世界第3位の規模を誇るというゴシック様式の大聖堂(Cathedral)は、イスラム教のモスクの上に建てられた。イスラム支配時代のモスクを改造して教会に立て直した例は、アンダルシア地方によく見られるが、この大聖堂も一目でそれだとわかった。ヒラルダの塔と呼ばれる一際目立つ塔の支柱部分が、モロッコで見てきたモスクのミナレット(礼拝時刻を告げる放送塔)の形にそっくりだった。
スペイン最大と言われる(最大を主張する他のスペイン大聖堂もあるらしい)だけの巨大な大聖堂であるが、昼間の姿より夕暮れから夜にかけてライトアップされて夜空に浮き上がるその姿は美しく圧巻。当時の聖者たちが「後世の人々に馬鹿と言われるほど大きな教会を建てよう」と言ったという逸話もあるほどだ。教会内にはあのコロンブスも眠っていると言う。
それにしても、「最大」の宗教施設が世界中になんと多いことか。


<塔はミナレットの上部を装飾改修し直した>


<夜間照明に浮き上がる大聖堂>


■広場を囲む各県のタイルデザインが圧巻のスペイン広場

スペイン広場の名のついた広場は、ローマとバルセロナにもあったが、ここセビリアのスペイン広場(The Plaza de España)は、スペイン各県の歴史や特徴を紹介するタイルデザインで囲まれた「スペインの各県を一同に紹介した広場」と言える。タイルで装飾された各県のスペースを見て回るだけでも楽しい。自分の出身県や好きな県のスペースに設置されたタイル貼りのベンチに座り、記念写真を撮る観光客人の姿も見える。
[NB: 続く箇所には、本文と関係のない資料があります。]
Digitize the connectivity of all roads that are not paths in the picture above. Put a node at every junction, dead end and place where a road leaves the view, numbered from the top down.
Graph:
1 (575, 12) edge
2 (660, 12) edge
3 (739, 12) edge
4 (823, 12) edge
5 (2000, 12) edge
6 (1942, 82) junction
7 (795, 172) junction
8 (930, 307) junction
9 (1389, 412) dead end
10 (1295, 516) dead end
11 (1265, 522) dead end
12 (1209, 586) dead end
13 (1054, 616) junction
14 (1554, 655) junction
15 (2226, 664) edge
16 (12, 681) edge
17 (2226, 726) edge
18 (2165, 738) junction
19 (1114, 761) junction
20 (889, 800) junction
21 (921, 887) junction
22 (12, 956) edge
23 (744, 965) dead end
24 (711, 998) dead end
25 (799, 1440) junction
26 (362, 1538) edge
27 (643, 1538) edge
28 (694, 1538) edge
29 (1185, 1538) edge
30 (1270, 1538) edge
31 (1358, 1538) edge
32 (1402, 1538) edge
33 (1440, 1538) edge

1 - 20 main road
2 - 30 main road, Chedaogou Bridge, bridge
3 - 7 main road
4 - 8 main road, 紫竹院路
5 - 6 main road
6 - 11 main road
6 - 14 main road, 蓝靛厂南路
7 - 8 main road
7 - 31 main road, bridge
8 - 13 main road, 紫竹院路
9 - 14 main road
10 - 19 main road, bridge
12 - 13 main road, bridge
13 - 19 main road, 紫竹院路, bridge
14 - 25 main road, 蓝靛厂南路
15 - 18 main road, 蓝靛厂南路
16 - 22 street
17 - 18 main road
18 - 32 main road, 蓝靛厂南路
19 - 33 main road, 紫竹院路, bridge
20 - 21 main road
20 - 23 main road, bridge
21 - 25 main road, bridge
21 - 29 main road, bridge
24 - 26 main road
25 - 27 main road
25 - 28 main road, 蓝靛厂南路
<1929年の博覧会場として著名な建築家が手がけた広場>


<各県の位置と成立当時の歴史画がタイルで示されている>


<バルセロナの歴史画には半裸身の異民族の姿が見える>


<アンダルシア地方特有の、イスラム建築とキリスト教建築が融合したムデハル様式 (estilo mudejar)のタイル建材が太陽の光を反射して美しい>


■魅力的なバルの誘惑に勝てない■

グラナダと同様に美味しいタパスを提供するバルが、大聖堂の周辺に集まっていた。店の外まで人が溢れているバルは人気があるに違いない。素通りはできない。つい立ち寄って、一杯。
タパスにタコのマリネが食べたくて、持っていたノートの隅に下手な絵を描いた。食べたいメニューのスペイン語くらいは覚えておくべきだと反省するのは、いつも現場に入ってから。
カウンター内のしぶい顔の男性に絵を見せたところ、彼は笑い出し、スペイン語で何か言いながら、周囲のスタッフに絵を回した。果たして絵がわかったのだろうか、それとも・・・やがて、渡した絵が戻ってきた。見ると、私の描いたタコの絵の上に×印。その横に、四角に足のついた絵が描かれて○の印がついていた。「?」一瞬考えてから、思いついた。イカ、ならあるということだ。